Differential Regulation of Dynein and Kinesin Motor Proteins by Tau

Abstract

Dynein and kinesin motor proteins transport cellular cargos toward opposite ends of microtubule tracks. In neurons, microtubules are abundantly decorated with microtubule-associated proteins (MAPs) such as tau. Motor proteins thus encounter MAPs frequently along their path. To determine the effects of tau on dynein and kinesin motility, we conducted single molecule studies of motor proteins moving along tau-decorated microtubules. Dynein tended to reverse direction whereas kinesin tended to detach at patches of bound tau. Kinesin was inhibited at ~ 10-fold lower tau concentration than dynein and the microtubule-binding domain of tau was sufficient to inhibit motor activity. The differential modulation of dynein and kinesin motility suggests that MAPs can spatially regulate the balance of microtubule-dependent axonal transport.

Active transport of cytoplasmic material along microtubules is critical for cell organization and function, and defects in this process are associated with dysfunction and disease (1). Much of the active transport in cells depends on the molecular motor proteins cytoplasmic dynein and kinesin-1, which transport cargo toward the minus-end (toward the cell center) and plus-end of microtubules (toward the cell periphery), respectively. Dynein and kinesin have very different structures and translocation mechanisms (2). Kinesin has a compact motor domain and walks unidirectionally along single protofilaments with 8-nm steps (2). In contrast, dynein has a larger, more complex motor domain and is capable of variable step sizes, lateral steps across the microtubule surface, and processive runs toward both the minus- and plus-end of the microtubule (3–5). Cytoplasmic dynein function in vivo also requires an accessory complex, dynactin. This large, multiprotein complex is thought to facilitate dynein processivity (6) and may also regulate dynein activity (5). Within the cell, the balance between oppositely directed transport determines the steady-state distribution of organelles and biomolecules.

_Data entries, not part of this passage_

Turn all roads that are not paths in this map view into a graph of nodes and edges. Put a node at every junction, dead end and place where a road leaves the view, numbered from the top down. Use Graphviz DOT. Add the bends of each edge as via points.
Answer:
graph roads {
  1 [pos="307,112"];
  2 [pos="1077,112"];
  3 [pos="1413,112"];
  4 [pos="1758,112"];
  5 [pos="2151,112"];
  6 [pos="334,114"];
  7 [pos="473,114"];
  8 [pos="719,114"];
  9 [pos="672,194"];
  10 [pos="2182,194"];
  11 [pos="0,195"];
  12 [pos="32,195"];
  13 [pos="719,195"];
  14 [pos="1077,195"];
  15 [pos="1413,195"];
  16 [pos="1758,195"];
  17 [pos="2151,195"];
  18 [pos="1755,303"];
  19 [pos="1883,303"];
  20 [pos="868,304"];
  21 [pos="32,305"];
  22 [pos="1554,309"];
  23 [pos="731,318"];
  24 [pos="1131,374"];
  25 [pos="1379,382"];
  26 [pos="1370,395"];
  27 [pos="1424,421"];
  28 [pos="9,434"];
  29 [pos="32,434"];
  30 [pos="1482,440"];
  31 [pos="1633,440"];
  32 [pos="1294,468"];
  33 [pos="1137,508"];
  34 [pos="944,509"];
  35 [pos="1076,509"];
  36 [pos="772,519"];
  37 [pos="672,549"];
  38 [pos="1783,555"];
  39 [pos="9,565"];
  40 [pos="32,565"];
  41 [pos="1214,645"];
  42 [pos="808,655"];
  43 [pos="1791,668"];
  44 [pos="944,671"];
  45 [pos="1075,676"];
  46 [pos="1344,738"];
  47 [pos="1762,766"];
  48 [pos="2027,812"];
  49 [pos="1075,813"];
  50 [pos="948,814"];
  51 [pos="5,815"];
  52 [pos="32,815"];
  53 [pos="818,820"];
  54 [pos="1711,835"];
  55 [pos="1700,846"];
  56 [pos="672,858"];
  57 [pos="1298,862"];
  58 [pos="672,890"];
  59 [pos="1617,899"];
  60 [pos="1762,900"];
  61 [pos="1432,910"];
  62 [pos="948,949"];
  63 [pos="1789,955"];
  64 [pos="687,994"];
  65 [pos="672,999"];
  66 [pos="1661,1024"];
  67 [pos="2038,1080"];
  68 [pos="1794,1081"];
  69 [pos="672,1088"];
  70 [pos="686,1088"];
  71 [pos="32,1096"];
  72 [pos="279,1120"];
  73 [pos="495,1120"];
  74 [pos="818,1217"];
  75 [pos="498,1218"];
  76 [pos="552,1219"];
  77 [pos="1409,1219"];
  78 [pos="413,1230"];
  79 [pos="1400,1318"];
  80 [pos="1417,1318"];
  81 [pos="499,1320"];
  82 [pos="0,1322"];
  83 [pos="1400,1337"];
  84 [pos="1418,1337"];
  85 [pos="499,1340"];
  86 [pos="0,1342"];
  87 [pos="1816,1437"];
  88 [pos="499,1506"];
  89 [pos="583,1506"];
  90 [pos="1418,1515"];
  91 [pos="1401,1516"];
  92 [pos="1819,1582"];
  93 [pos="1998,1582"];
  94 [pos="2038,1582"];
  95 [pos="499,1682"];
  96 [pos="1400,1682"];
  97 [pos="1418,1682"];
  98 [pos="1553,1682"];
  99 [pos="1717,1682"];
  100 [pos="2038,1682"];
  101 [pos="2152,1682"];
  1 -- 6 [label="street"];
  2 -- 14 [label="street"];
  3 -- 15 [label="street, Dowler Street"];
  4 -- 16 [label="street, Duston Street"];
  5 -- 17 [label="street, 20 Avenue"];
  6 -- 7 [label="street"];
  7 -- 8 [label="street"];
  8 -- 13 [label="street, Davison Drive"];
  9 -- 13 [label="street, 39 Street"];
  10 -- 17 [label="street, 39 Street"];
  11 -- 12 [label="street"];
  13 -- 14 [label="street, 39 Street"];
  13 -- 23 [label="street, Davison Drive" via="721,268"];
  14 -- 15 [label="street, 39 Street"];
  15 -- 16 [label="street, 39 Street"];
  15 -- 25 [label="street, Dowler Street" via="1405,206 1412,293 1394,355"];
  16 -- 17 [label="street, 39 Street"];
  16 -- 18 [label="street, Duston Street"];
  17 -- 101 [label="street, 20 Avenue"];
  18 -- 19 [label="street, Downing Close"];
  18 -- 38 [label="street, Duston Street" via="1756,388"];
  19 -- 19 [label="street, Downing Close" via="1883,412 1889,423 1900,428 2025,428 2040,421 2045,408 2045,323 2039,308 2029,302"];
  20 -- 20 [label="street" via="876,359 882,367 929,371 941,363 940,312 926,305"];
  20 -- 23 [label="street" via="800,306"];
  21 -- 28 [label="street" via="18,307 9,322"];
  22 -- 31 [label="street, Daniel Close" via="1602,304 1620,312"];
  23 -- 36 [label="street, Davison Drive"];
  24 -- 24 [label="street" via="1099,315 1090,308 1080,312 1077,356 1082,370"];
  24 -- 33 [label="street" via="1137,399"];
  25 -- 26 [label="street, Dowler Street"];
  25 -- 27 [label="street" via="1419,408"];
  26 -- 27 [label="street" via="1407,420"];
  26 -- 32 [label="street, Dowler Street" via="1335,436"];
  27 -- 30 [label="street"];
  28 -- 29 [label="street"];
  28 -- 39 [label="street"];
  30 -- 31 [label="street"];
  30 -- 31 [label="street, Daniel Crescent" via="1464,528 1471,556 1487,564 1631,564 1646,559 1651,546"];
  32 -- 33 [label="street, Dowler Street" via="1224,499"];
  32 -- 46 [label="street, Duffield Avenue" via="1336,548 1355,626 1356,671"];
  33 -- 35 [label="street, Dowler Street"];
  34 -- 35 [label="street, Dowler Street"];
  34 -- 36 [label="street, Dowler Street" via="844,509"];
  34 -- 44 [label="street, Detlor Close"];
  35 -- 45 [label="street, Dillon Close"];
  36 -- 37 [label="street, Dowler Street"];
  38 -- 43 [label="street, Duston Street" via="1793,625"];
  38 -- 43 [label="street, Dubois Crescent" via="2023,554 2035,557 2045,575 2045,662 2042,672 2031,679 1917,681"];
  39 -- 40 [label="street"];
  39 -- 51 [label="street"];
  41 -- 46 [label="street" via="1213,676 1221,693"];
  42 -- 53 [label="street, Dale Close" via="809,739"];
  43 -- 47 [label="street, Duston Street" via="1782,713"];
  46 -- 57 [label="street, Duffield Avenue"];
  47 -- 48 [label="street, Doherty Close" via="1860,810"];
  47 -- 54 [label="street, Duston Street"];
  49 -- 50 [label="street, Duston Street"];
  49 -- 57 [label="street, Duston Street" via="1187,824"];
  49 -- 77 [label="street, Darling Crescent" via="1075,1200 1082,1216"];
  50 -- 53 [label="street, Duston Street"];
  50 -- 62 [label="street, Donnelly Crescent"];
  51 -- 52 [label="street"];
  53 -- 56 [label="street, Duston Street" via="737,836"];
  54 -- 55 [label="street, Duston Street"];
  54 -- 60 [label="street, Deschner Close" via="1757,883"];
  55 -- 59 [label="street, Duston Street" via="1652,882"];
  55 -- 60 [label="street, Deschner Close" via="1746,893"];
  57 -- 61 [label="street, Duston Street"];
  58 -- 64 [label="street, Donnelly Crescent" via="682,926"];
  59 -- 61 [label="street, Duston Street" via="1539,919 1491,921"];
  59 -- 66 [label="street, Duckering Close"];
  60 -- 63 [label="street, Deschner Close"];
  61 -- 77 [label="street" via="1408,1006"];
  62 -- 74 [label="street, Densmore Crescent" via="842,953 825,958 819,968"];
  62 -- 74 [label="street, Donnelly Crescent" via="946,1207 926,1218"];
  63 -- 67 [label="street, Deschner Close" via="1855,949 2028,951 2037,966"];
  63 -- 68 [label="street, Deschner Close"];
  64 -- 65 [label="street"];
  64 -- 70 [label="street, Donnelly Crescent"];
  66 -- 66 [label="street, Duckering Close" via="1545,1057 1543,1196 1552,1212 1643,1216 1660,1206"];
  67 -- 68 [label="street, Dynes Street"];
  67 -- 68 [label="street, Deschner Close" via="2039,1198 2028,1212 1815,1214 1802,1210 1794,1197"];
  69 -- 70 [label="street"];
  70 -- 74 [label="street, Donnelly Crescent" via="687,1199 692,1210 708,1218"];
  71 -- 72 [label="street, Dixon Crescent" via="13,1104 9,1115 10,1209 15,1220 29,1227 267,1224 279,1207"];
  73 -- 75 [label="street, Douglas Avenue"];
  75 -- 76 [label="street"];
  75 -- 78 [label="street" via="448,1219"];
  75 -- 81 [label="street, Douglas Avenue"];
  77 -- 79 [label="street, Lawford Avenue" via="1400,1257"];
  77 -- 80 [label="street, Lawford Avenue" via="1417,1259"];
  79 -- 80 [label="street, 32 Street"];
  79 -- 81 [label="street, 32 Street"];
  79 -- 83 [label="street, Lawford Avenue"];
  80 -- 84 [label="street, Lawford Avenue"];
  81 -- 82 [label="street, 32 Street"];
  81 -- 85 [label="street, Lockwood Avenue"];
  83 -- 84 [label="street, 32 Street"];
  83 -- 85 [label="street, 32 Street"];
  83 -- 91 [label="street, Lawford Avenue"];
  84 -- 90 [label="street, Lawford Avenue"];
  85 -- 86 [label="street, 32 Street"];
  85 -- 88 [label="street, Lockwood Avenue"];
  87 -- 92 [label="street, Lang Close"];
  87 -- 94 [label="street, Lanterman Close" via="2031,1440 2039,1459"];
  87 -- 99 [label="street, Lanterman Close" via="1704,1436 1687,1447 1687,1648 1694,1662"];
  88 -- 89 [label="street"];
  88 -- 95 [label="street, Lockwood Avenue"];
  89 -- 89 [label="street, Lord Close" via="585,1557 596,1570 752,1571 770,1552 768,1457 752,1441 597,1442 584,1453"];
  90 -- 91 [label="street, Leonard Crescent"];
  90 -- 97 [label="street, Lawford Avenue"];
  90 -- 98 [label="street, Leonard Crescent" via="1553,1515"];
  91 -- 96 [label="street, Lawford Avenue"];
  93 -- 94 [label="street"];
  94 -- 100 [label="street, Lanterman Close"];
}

In the crowded cell environment, dynein and kinesin compete with non-motile microtubule-associated proteins (MAPs) for binding to the microtubule surface. MAPs bound to microtubules might also block the path of motor proteins. Thus, MAPs can provide spatiotemporal regulation of motor proteins in vivo. Tau, a neuronal MAP, inhibits kinesin activity in vivo and in vitro (7–10); however, its effect on dynein activity is not well understood. Our aim was to directly observe individual encounters between single dynein or kinesin motors and tau on microtubule tracks to determine how structurally distinct motors respond to obstacles in their path.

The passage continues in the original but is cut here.